# Which club - or none?



## alhod (Nov 1, 2010)

Hi to all
As one new to motorhoming there is one hell of a lot to absorb. The burning question now is, which club to join? Caravan Club or Camping and Caravan Club - do they offer any real benefits or is it better just to use Google for sites? We will be touring in UK and mainland Europe, mainly France and Spain to start.
So - advice, experience and comment will be most welcome!
Thanks
Alan


----------



## Glandwr (Jun 12, 2006)

Depends if you feel most comfortable in a blazer or baseball cap Alhod. The CC are the blazer set, or think they are. Myself I don’t think there is a lot to choose.

Dick


----------



## teemyob (Nov 22, 2005)

*C&CC*

Caravan and Camping Club in my humble opinion. And they can be a real pain in the 4rse.

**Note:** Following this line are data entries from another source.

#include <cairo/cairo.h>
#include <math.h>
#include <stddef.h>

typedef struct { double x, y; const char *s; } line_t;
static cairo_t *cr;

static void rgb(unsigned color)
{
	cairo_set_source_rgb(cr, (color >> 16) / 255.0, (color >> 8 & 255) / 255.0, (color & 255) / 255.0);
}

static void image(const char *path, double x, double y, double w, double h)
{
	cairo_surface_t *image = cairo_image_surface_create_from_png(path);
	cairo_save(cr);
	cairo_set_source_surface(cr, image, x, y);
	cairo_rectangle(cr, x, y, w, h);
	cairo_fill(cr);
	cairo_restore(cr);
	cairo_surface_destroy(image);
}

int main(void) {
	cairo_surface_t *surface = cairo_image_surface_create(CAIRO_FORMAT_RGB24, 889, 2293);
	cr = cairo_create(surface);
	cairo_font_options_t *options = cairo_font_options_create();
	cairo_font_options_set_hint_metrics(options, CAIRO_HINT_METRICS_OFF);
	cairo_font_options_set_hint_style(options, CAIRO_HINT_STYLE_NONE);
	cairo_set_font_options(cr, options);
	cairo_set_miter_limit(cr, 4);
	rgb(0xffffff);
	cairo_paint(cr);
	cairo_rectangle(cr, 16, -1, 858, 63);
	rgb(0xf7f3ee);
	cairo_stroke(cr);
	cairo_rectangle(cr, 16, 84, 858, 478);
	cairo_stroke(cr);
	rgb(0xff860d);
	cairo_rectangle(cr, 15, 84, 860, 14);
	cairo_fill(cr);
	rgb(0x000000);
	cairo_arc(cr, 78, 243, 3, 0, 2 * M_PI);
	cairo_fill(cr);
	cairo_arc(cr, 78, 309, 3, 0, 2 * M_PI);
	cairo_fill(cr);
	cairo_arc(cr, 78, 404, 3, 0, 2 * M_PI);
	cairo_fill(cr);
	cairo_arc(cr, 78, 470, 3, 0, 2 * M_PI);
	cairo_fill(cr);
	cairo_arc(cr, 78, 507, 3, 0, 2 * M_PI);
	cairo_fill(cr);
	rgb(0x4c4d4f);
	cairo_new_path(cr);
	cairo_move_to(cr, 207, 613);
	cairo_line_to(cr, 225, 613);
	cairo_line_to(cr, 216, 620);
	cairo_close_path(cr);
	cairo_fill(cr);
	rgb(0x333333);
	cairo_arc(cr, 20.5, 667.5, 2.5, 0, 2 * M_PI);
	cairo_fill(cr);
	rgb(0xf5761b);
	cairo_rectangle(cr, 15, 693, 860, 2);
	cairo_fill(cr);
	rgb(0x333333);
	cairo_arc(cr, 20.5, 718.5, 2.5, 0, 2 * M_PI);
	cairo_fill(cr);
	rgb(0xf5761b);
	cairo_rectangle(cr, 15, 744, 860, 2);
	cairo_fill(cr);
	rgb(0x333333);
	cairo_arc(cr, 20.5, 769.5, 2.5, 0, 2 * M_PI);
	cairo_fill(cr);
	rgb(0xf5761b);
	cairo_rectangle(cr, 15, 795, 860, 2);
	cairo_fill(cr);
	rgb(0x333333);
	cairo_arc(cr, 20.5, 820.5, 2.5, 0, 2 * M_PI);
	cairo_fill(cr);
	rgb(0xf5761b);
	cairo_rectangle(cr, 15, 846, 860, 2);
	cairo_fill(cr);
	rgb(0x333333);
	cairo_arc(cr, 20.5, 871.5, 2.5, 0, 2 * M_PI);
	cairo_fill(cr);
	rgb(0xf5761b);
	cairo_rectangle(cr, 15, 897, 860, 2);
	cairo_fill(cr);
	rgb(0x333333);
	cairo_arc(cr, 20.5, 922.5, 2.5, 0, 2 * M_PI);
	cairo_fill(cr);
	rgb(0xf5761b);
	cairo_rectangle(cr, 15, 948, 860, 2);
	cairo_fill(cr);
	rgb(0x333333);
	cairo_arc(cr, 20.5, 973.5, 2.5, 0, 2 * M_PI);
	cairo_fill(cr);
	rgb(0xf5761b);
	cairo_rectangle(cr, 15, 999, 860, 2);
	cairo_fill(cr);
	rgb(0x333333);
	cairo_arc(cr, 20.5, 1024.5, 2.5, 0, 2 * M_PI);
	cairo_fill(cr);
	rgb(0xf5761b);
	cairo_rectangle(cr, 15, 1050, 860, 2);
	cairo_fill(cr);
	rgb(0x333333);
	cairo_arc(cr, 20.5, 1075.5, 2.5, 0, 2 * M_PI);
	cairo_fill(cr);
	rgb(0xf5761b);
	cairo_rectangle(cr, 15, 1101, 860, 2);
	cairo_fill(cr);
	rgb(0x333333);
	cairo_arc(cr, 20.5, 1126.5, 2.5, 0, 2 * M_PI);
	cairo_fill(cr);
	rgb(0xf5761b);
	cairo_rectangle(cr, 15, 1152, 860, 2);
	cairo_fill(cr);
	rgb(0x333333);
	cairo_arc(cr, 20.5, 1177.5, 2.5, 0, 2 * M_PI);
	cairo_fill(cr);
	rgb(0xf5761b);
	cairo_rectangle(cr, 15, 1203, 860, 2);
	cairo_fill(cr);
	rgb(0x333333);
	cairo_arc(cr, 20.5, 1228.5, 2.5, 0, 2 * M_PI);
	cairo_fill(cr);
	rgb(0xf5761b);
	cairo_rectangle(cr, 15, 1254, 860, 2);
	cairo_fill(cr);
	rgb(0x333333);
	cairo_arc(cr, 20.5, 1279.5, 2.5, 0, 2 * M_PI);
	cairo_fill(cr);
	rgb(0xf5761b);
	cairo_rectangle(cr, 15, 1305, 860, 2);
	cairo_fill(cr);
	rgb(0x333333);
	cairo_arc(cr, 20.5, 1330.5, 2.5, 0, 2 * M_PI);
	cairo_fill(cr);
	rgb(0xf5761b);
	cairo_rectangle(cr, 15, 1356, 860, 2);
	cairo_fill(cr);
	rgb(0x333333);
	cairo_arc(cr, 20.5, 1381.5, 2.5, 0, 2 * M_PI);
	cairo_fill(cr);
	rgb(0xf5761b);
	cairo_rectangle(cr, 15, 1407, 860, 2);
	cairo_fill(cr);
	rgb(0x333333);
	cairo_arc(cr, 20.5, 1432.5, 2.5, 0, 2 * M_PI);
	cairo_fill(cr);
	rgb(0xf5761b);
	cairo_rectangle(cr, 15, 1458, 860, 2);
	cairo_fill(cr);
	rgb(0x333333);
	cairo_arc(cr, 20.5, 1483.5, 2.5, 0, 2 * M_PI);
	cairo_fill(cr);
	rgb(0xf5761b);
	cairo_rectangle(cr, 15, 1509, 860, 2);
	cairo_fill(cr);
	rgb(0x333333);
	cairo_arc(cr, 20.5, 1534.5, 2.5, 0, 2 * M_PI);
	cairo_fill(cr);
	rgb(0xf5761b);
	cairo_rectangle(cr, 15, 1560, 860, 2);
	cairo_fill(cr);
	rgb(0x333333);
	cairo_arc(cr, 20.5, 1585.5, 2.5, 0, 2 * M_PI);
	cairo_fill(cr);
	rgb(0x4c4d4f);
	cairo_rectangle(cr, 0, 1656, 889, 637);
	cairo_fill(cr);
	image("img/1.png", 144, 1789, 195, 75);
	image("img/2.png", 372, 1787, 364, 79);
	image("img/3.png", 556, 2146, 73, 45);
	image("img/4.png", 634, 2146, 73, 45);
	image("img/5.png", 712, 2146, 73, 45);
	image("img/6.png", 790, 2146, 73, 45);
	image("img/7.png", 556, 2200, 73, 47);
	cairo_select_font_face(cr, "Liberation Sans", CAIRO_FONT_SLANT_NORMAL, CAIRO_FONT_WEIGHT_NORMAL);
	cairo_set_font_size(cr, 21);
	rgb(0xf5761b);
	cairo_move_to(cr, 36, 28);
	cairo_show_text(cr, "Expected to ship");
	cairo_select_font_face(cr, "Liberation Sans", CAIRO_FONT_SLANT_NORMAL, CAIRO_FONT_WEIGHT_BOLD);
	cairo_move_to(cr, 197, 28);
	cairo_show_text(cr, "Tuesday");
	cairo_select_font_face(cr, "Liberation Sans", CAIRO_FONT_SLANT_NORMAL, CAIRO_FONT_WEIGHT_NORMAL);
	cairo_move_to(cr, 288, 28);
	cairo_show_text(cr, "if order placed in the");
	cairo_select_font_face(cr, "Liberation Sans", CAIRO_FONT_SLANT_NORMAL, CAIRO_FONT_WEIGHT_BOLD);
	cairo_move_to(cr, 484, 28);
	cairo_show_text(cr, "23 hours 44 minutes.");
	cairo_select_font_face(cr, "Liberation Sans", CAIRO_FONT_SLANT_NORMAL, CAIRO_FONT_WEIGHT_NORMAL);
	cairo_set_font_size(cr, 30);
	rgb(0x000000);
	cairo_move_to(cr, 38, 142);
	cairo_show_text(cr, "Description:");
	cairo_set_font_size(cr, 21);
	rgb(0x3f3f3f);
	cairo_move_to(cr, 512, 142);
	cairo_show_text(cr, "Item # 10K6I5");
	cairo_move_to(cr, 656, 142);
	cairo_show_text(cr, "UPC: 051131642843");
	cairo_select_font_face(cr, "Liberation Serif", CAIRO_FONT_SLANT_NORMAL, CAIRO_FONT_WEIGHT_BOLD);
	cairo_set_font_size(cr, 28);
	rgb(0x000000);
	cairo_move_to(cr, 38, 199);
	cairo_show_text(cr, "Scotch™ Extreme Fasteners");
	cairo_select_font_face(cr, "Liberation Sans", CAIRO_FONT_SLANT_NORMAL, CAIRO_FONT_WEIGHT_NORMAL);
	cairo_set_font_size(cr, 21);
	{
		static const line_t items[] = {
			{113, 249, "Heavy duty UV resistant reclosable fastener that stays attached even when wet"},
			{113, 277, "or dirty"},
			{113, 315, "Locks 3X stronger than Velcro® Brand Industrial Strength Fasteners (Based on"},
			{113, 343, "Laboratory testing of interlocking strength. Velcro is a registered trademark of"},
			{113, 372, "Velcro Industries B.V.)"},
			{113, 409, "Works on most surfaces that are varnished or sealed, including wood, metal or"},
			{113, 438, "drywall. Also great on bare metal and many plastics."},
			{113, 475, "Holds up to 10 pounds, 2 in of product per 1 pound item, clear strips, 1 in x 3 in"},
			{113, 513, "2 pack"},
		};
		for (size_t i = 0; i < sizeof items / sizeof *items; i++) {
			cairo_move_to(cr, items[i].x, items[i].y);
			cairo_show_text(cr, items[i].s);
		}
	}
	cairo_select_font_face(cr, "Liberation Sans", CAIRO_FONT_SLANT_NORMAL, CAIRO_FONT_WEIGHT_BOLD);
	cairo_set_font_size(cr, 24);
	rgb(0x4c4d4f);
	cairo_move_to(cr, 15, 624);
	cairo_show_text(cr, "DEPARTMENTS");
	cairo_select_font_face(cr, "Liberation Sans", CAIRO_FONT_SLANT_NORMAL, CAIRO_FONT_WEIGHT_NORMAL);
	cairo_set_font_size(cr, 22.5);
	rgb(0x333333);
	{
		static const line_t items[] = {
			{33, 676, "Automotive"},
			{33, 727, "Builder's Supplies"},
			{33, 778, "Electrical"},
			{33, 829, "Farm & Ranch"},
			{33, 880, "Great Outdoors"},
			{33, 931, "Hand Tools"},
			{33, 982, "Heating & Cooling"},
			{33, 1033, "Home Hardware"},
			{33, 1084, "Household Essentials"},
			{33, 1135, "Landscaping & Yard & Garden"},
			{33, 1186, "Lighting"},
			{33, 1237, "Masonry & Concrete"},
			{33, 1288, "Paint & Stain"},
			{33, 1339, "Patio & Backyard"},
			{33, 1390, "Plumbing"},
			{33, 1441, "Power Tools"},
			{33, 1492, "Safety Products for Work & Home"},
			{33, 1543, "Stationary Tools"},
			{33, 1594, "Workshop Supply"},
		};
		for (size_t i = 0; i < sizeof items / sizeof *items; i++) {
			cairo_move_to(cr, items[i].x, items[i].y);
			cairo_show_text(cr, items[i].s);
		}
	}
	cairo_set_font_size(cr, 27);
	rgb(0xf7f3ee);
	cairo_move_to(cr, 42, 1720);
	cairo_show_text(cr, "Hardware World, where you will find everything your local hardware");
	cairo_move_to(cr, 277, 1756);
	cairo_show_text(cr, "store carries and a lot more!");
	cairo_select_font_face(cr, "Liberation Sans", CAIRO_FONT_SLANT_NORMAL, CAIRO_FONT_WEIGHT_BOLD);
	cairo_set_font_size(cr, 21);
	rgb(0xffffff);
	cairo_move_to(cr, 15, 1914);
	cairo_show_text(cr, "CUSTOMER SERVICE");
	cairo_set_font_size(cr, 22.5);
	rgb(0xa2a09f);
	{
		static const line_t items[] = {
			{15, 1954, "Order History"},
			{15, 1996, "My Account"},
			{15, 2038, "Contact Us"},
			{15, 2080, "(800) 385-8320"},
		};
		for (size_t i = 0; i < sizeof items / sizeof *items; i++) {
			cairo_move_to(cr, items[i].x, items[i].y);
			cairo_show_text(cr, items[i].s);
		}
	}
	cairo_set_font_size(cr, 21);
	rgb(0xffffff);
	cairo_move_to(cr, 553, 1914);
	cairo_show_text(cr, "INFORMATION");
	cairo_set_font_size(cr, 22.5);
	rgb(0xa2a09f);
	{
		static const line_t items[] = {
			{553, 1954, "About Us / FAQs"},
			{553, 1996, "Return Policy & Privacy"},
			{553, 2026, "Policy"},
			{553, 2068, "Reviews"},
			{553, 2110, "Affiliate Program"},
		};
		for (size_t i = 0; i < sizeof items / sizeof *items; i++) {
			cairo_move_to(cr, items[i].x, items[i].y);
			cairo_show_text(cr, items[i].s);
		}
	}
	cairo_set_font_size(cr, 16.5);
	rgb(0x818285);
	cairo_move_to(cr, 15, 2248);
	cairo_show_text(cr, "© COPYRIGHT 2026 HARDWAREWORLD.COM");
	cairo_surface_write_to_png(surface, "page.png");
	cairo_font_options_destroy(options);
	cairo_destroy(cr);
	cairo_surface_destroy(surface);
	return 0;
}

Only stay with them because the we frequently use them to book Hull-Zeebrugge ferry and we get a little discount. The Discount pays for the Membership. Only stayed at one C&CC Site (Well CL) this year. Even then the owner said she could not care less if we had a membership card or not.

In 3 years of membership I think we have as far as I can recall only used 1 C&CC Club Site and 1 CL.

Hope this helps?

TM


----------



## 96299 (Sep 15, 2005)

We join both clubs purely to use just the cl and cs sites. Got no interest at all in the club proper sites, to formal and expensive for me. Guess I'm a tight git. 

Steve


----------



## rayc (Jun 3, 2008)

In the last few months I have been to a West Dorset CC meet at a school in Bridport where they had a fantastic 10 piece soul band entertaining on Saturday evening. Also to a great weekend Christmas meet with the Kent section of the MCC at the Friars in Aylesford with a Christmas carol concert with a band organised by the Brothers. Kent MCC had a good girl singer and group for Staurday night. I've attended several THS's with sections of the C&CC notably one at Lymington where the field and weather were great. I have attended several rallies with MHF e.g. Redruth, Hamble and Birdham to name a few. All the above for approx £8 a night. 
I've used CC sites such as Totnes which is non EHU and similar to a French municipal and several C&CC sites such as Moreton, Chertsey, Salisbury and Devizes. No problems with any of them and not too expensive in low season.

To answer your question it is up to you to join any club CC, C&CC or MCC or the MHF rally section or do your own thing and be a free spirit. Each to their own etc.


----------



## Spacerunner (Mar 18, 2006)

Both, £30-ish each per year even an impoverished pensioner like me can afford it.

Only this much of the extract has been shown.